Rhodes-on-the-Pawtuxet’s pilings crumbling. Restrictions in place during repairs.

Photo: City of Cranston

Just when special events were getting back on everyone’s calendars, serious structural damage was found at Rhodes-on-the-Pawtuxet in Cranston, an iconic gathering spot for large events from weddings to expos and business and nonprofit functions. Pilings that go into the ground at the Pawtuxet River – see photo, above – have badly deteriorated and will need extensive repairs.

Rhodes-on-the-Pawtuxet in Cranston was “made aware” that the pilings on the water side were in such bad disrepair that safety of events was a concern. Media reports credit a passing kayaker with the notification.

So far, the facility will stay open to events with attendance of less than 600, and the mezzanine areas will not be able to be used on both the lower and the upper floor – these are the areas that are up a few steps from the main floor and circle the ballroom area on the first floor and the second floor.

Cranston Mayor Ken Hopkins was on-site Friday afternoon to view the damage, noting that he had been at the facility just days before.
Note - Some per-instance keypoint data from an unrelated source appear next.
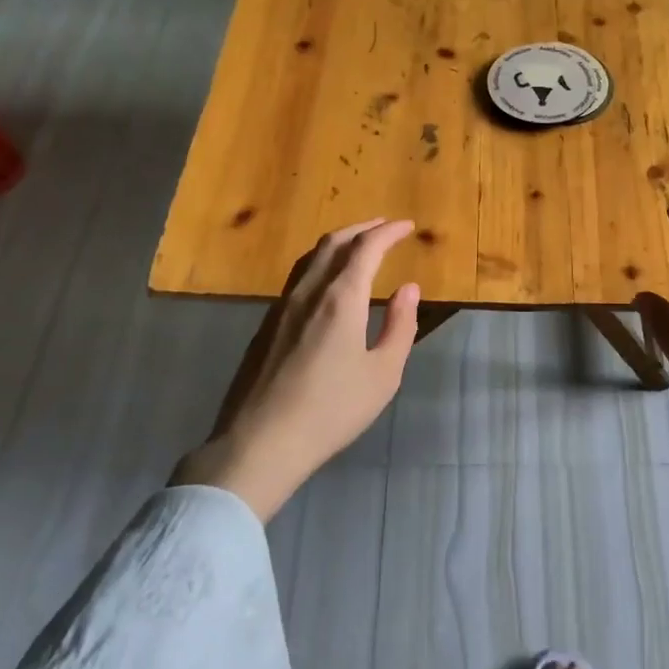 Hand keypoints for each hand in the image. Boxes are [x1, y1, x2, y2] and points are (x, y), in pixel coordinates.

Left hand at [172, 218, 419, 518]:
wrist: (259, 443)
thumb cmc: (331, 410)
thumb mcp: (383, 374)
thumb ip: (400, 326)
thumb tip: (408, 288)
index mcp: (341, 299)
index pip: (366, 248)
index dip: (388, 232)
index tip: (406, 226)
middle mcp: (308, 292)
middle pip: (334, 243)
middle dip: (362, 229)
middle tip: (384, 226)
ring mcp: (281, 307)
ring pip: (310, 257)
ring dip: (337, 243)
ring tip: (356, 245)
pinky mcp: (266, 325)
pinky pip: (296, 277)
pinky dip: (319, 263)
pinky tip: (325, 282) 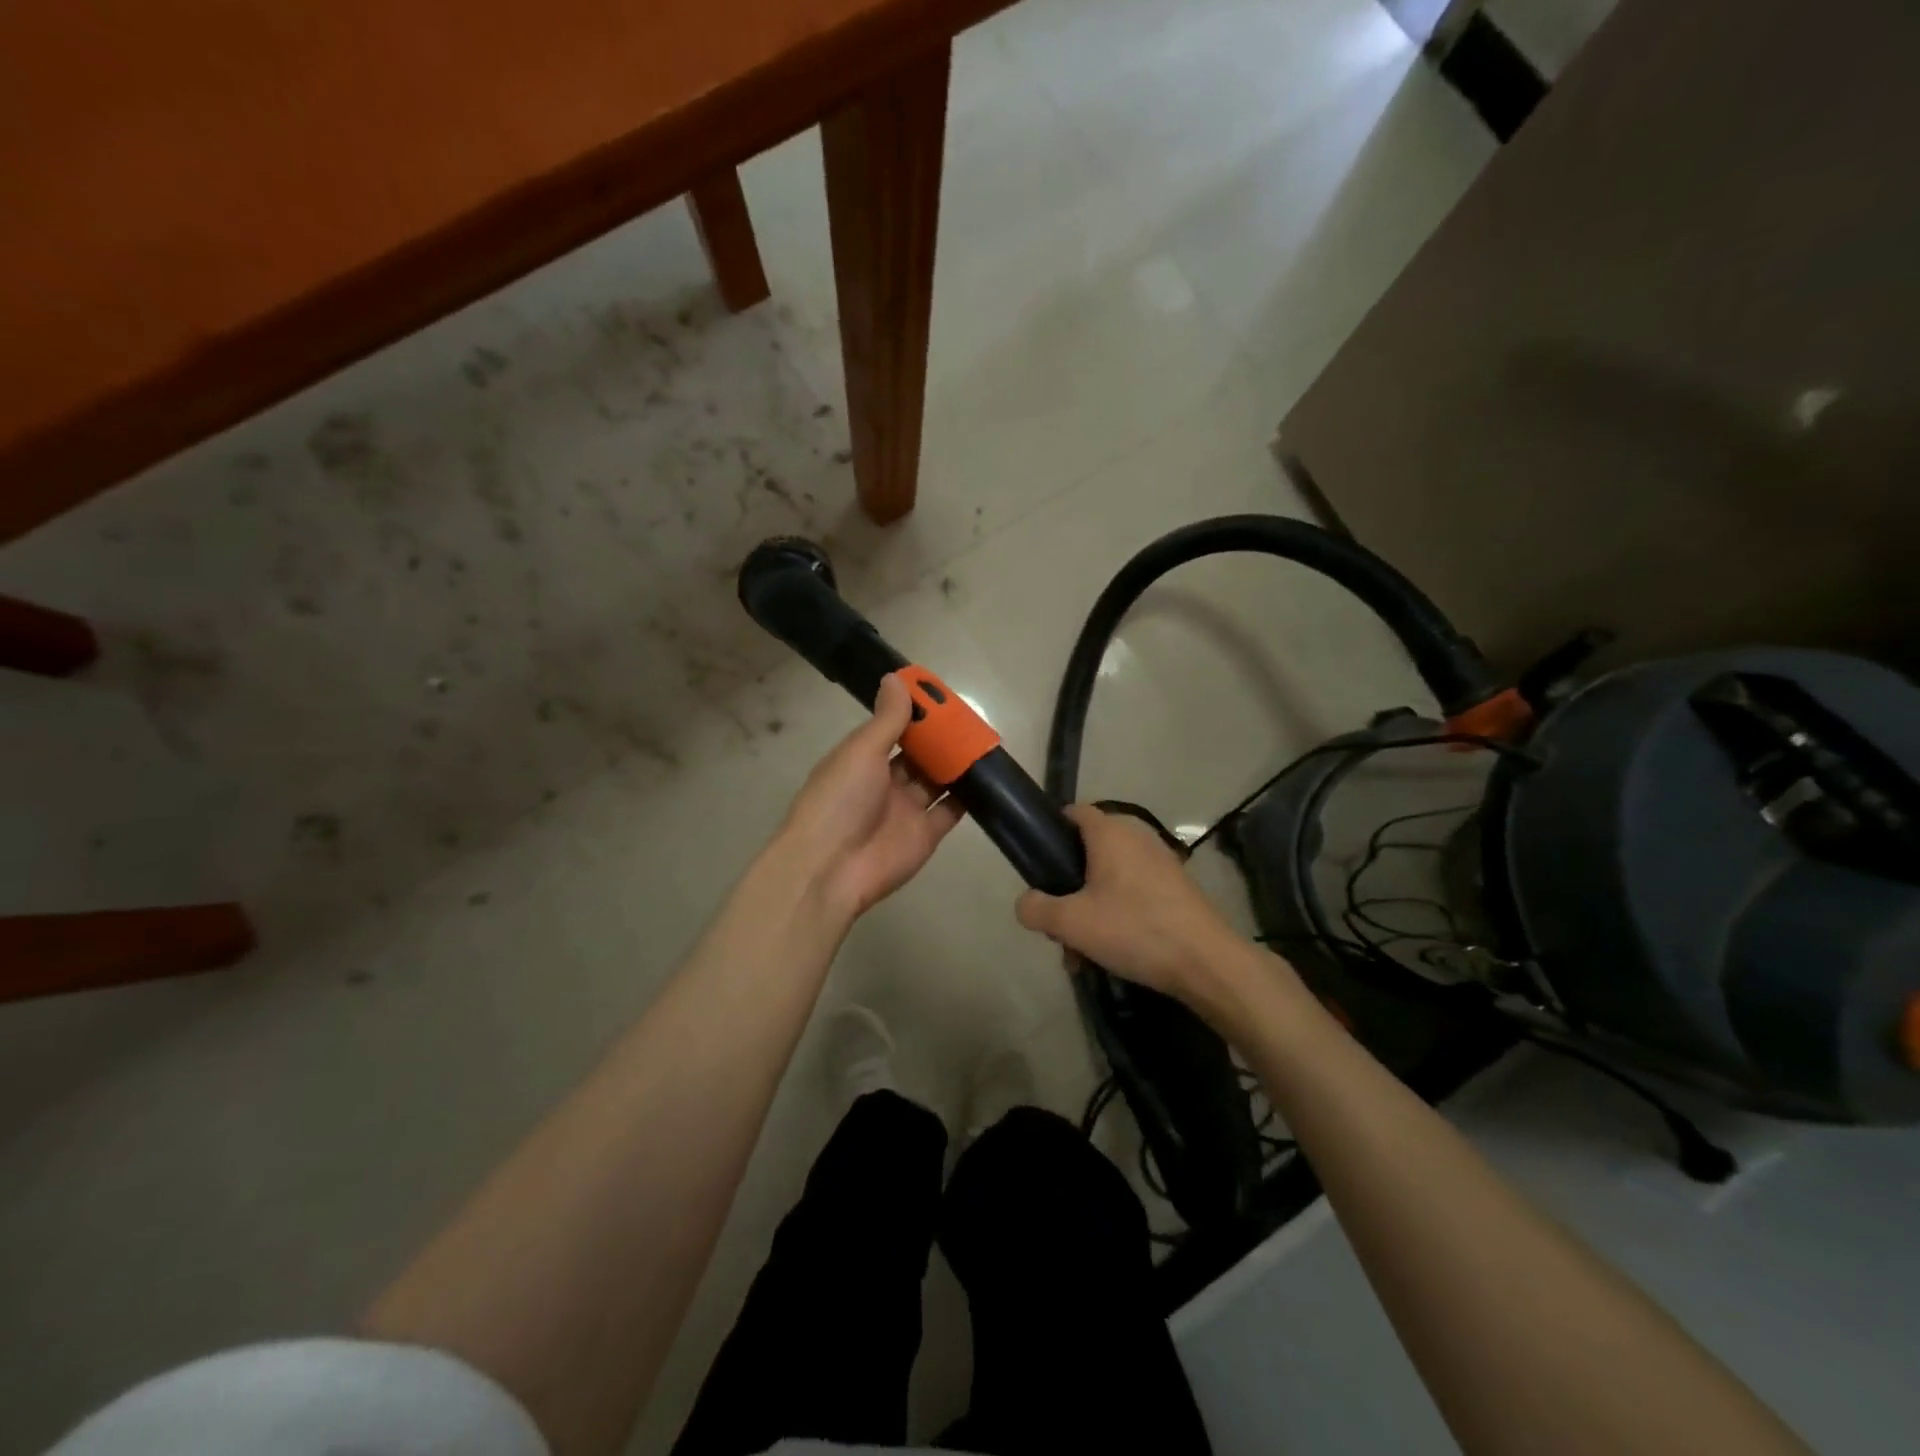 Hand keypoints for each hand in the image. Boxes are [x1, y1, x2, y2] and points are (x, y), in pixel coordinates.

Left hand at [775, 675, 964, 922]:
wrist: (831, 869)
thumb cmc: (840, 800)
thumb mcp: (860, 751)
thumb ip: (886, 719)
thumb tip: (895, 678)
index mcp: (861, 759)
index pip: (892, 729)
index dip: (916, 713)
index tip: (942, 695)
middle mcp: (883, 782)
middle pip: (918, 755)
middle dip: (940, 738)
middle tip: (971, 718)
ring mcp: (906, 810)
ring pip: (936, 780)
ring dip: (956, 763)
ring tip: (985, 741)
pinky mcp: (926, 835)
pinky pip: (950, 811)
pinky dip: (967, 796)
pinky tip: (989, 777)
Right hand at [1015, 804, 1253, 1007]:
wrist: (1206, 962)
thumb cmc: (1134, 929)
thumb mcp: (1070, 923)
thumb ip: (1036, 908)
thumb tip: (1026, 903)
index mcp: (1110, 833)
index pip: (1073, 812)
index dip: (1051, 832)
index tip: (1038, 865)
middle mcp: (1136, 837)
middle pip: (1087, 852)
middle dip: (1067, 889)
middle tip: (1059, 924)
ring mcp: (1160, 862)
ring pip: (1109, 879)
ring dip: (1090, 910)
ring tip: (1082, 952)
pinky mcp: (1175, 887)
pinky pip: (1132, 893)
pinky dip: (1116, 916)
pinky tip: (1112, 953)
The city issued a “Notice of Violation” for “apparent structural deficiencies.”

Only one large event has been canceled so far – the large Statewide Business After Hours networking event has been moved to the Crowne Plaza in Warwick. That event is the state’s largest networking group with business and Chambers of Commerce setting up informational tables and running the event throughout the night.

Hillary Williamson, General Manager of Rhodes said that it will take at least 4 weeks to complete the engineering study and analysis of the damage – then repairs will begin after that. Williamson noted that the area needs to be reached by boat, and drones will be used as well to accurately view the area and make a repair plan.

History of Rhodes

In 1872, Thomas H. Rhodes recognized Pawtuxet’s recreational appeal when he opened a modest one-story frame pavilion for clambakes and flat-bottomed canoe rentals. “Rhodes-on-the-Pawtuxet”, as the operations were soon known, quickly expanded to include facilities for dancing, rowing, and canoeing.

In 1880 the Rhodes gazebo was built.

In 1898, the grounds were enlarged, and the original building was expanded, building a new casino to meet public demand.

In 1901 a larger casino was built.

In 1915, a fire in a neighboring canoe house spread to the Rhodes complex, destroying nearly everything in its path. Sadly, many of the outbuildings were completed razed to the ground. In August, the architect John O’Malley designed the present Rhodes ballroom, in Classical Revival design, which opened to the public with more than 10,000 guests in attendance.

In 1978, Rhodes was placed on the prestigious National Register of Historic Places. Its architecture is known for its trademark Queen Anne scrollwork and turned corner posts.

Rhodes, in 2015, was identified as owned by the Shriners of Rhode Island Charities Trust.